The number of Americans applying for first-time jobless benefits edged slightly lower last week to hold near a post-recession low, according to a weekly report from Washington on Thursday, representing the latest piece of info that the labor market is still getting stronger.
The Labor Department said that initial jobless claims, a proxy of weekly layoffs, dropped by 2,000 to a seasonally adjusted 312,000 in the week ended June 21. The figure would have been identical to the week prior had the number from the week ended June 14 not been upwardly revised by 2,000. Economists were predicting claims declining to 310,000 last week.
The four-month moving average, which flattens some week-to-week volatility and is regarded as a better look at labor trends, rose by 2,000 to 314,250. The one-month average has continued to hover near seven-year lows just above 300,000 for several weeks, which is well below the 350,000 mark that economists consider a sign of an improving job market.
Just for reference, during early 2009, claims were near 700,000.
The report today lends to employers keeping staffers as they bring on new workers. The U.S. added 217,000 new jobs in May and has averaged 213,600 per month in 2014, the best pace of new hires in 15 years. Economists are expecting that the nation added about 230,000 jobs this month and that the unemployment rate will nip down 0.1 percent to 6.2 percent. That data comes from the Labor Department on next Friday.
The below image shows the steady downward trend of initial jobless claims and the volatility subsiding in the past month after a choppy start to the year.
Continuing claims, the count of people already receiving state benefits, rose by 12,000 to a seasonally adjusted 2.571 million in the week ended June 14. Continuing claims are delivered at a one-week lag to initial claims. At the same time last year, continuing claims were higher by 406,000.
Total claims, or the number of people receiving benefits from all state and federal programs, decreased by 37,990 to 2.441 million. Total claims are reported at a two-week lag to initial claims. Total claims are nearly half of what they were at the same time in 2013 when they tallied 4.549 million.
The largest increases in initial claims for the week ending June 14 were in Pennsylvania (+7,120), California (+670) and Wisconsin (+542). The largest decreases were in Georgia (-2,245), Missouri (-2,130) and New York (-2,078).

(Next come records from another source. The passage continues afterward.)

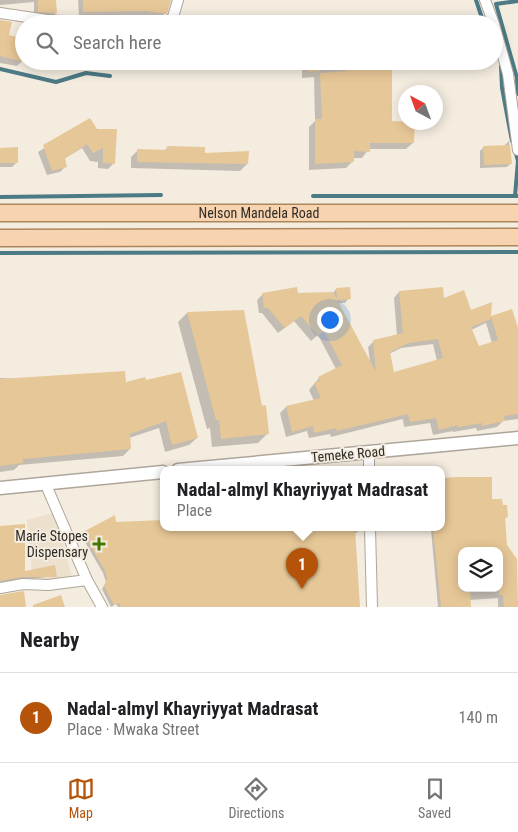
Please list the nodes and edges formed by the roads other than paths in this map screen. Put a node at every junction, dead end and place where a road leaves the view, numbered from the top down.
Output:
1 (178, 0) edge
2 (485, 0) edge
3 (0, 13) edge
4 (15, 15) edge
5 (174, 15) edge
6 (491, 15) edge
7 (503, 56) edge
8 (518, 150) edge
9 (518, 213) edge
10 (0, 214) edge
11 (518, 237) edge
12 (0, 238) edge
13 (518, 438) edge
14 (369, 452) junction
15 (220, 466) edge
16 (369, 466) edge
17 (160, 472) edge
18 (46, 485) junction
19 (0, 488) edge
20 (370, 531) edge
21 (87, 580) junction
22 (0, 588) edge
23 (102, 607) edge
24 (372, 607) edge

1 - 5 street
2 - 6 street
3 - 4 street
7 - 8 street
9 - 10 main road, Nelson Mandela Road
11 - 12 main road, Nelson Mandela Road
13 - 14 street, Temeke Road
14 - 15 street, Temeke Road
14 - 16 street
17 - 18 street
18 - 19 street
18 - 21 street
20 - 24 street
21 - 22 street
21 - 23 street

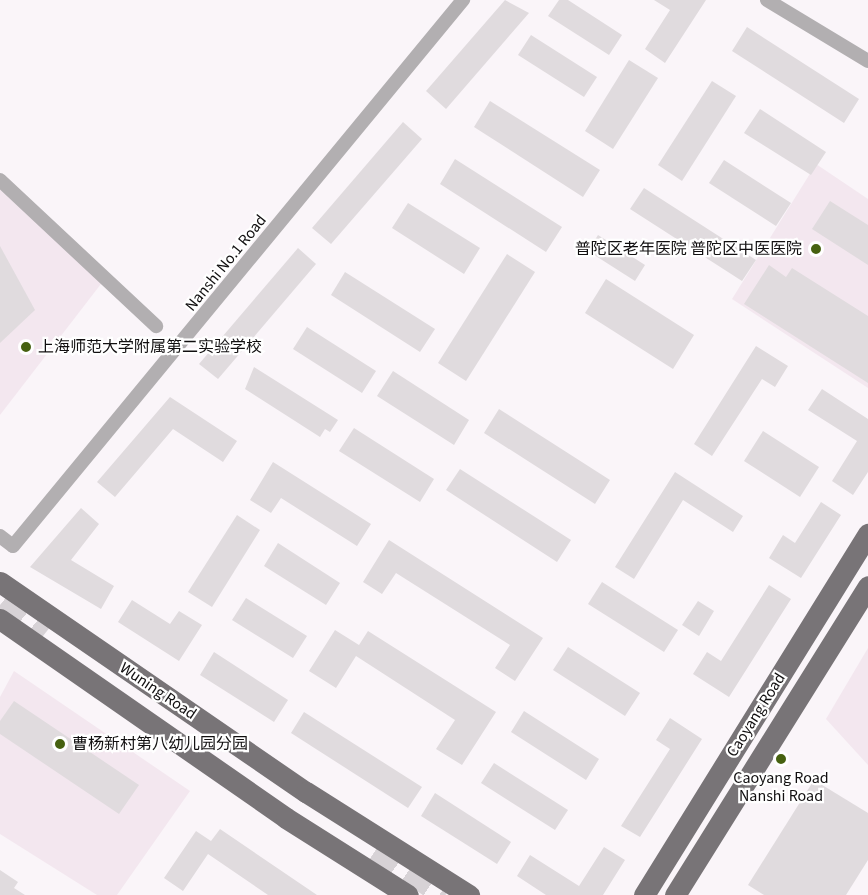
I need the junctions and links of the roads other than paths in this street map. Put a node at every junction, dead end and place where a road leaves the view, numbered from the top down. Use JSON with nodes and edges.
{"nodes":[{"id":1,"x":463,"y":0,"type":"edge"},
{"id":2,"x":767,"y":0,"type":"edge"},
{"id":3,"x":868,"y":62,"type":"edge"},
{"id":4,"x":0,"y":180,"type":"edge"},
{"id":5,"x":156,"y":326,"type":"dead end"},
{"id":6,"x":868,"y":534,"type":"edge"},
{"id":7,"x":0,"y":536,"type":"edge"},
{"id":8,"x":0,"y":582,"type":"edge"},
{"id":9,"x":868,"y":586,"type":"edge"},
{"id":10,"x":0,"y":619,"type":"edge"},
{"id":11,"x":408,"y":895,"type":"edge"},
{"id":12,"x":469,"y":895,"type":"edge"},
{"id":13,"x":644,"y":895,"type":"edge"},
{"id":14,"x":675,"y":895,"type":"edge"}],
"edges":[{"from":1,"to":7,"type":"street","name":"Nanshi No.1 Road"},
{"from":2,"to":3,"type":"street"},
{"from":4,"to":5,"type":"street"},
{"from":6,"to":13,"type":"main road","name":"Caoyang Road"},
{"from":8,"to":12,"type":"main road","name":"Wuning Road"},
{"from":9,"to":14,"type":"main road","name":"Caoyang Road"},
{"from":10,"to":11,"type":"main road","name":"Wuning Road"}]}
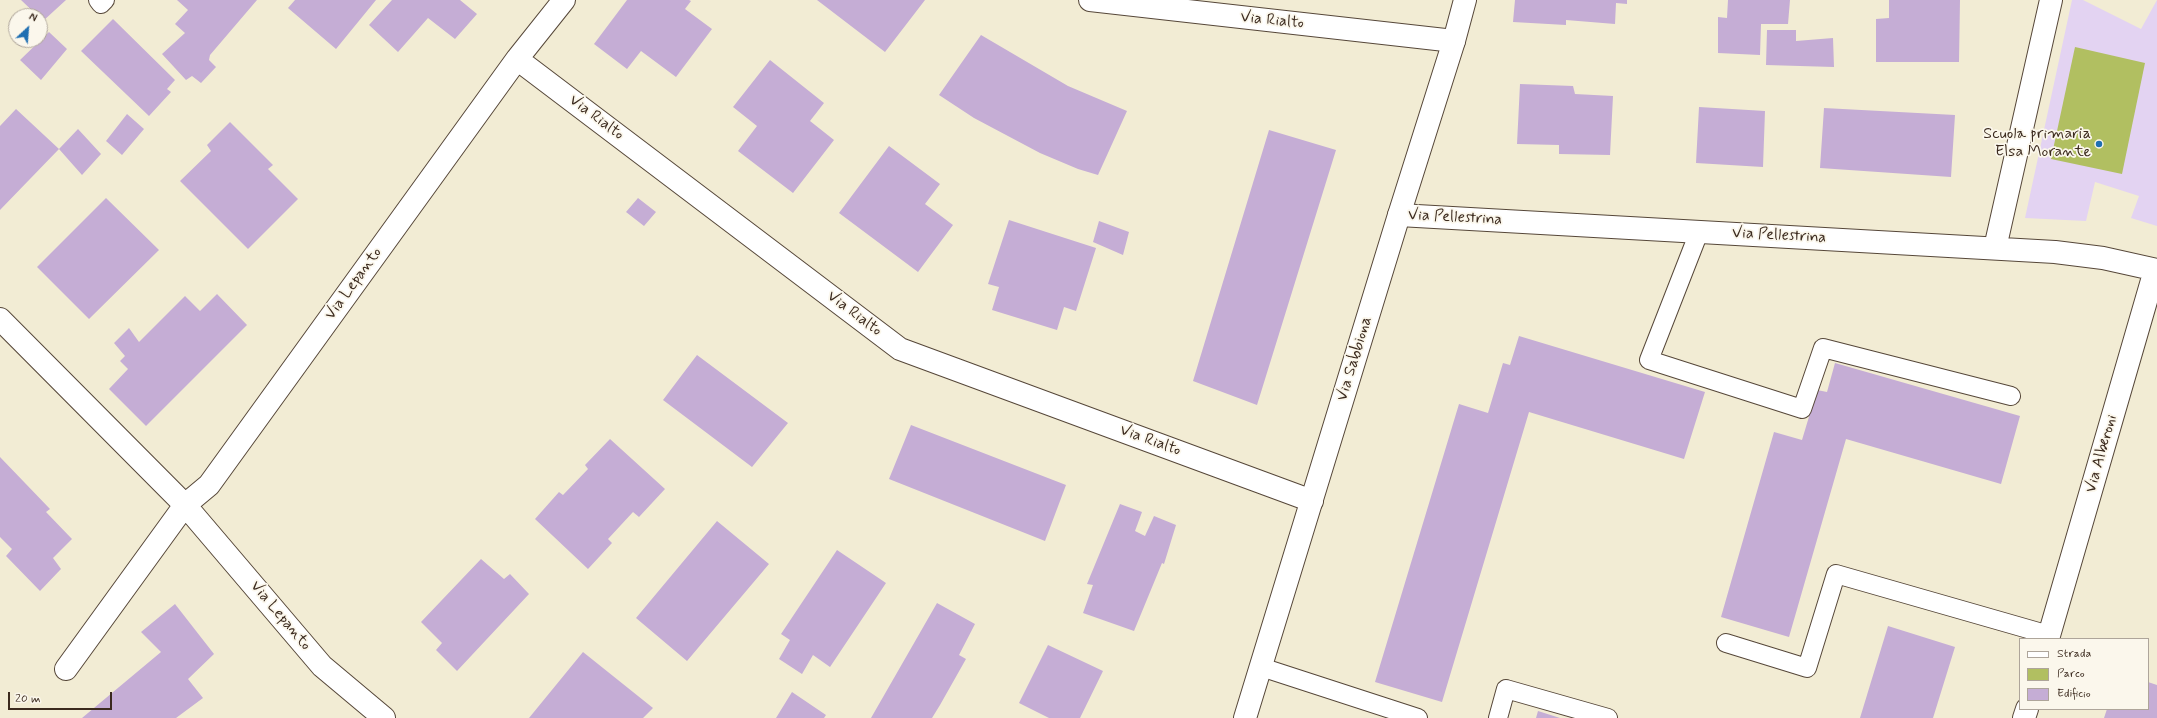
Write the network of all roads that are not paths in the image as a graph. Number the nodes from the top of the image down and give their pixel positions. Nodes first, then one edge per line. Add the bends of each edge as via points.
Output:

In a separate report from Washington today, the Commerce Department said that consumer spending increased at a slower-than-expected pace in May, putting some pressure on stocks as consumer purchases represent about 70 percent of the U.S. economy. Consumer spending rose 0.2 percent in May, against economist expectations of a 0.4-percent rise. The measure of inflation in the report showed that inflation rose 1.8 percent from May 2013, pushing close to the Federal Reserve’s 2.0-percent target.
Rising inflation and a steadily improving labor market could lead to the central bank hiking interest rates sooner, rather than later. Driving that point down Wall Street’s throat was St. Louis Fed President James Bullard, who said interest rates may be lifted by March. This is a double-edged sword as the Fed regularly lowering its monthly bond purchases and thinking about when to raise its key interest rate is a clear signal of a strengthening economy, but Wall Street players worry about how the economy will do without the punch bowl of the Fed’s stimulus.
The markets are off their lows of the day, but still on track to fall for the third time in four sessions. With an hour left in trading Thursday, the Dow Jones Industrial Average is off by 31 points, the S&P 500 is down by 4 points and the Nasdaq is lower by 8 points.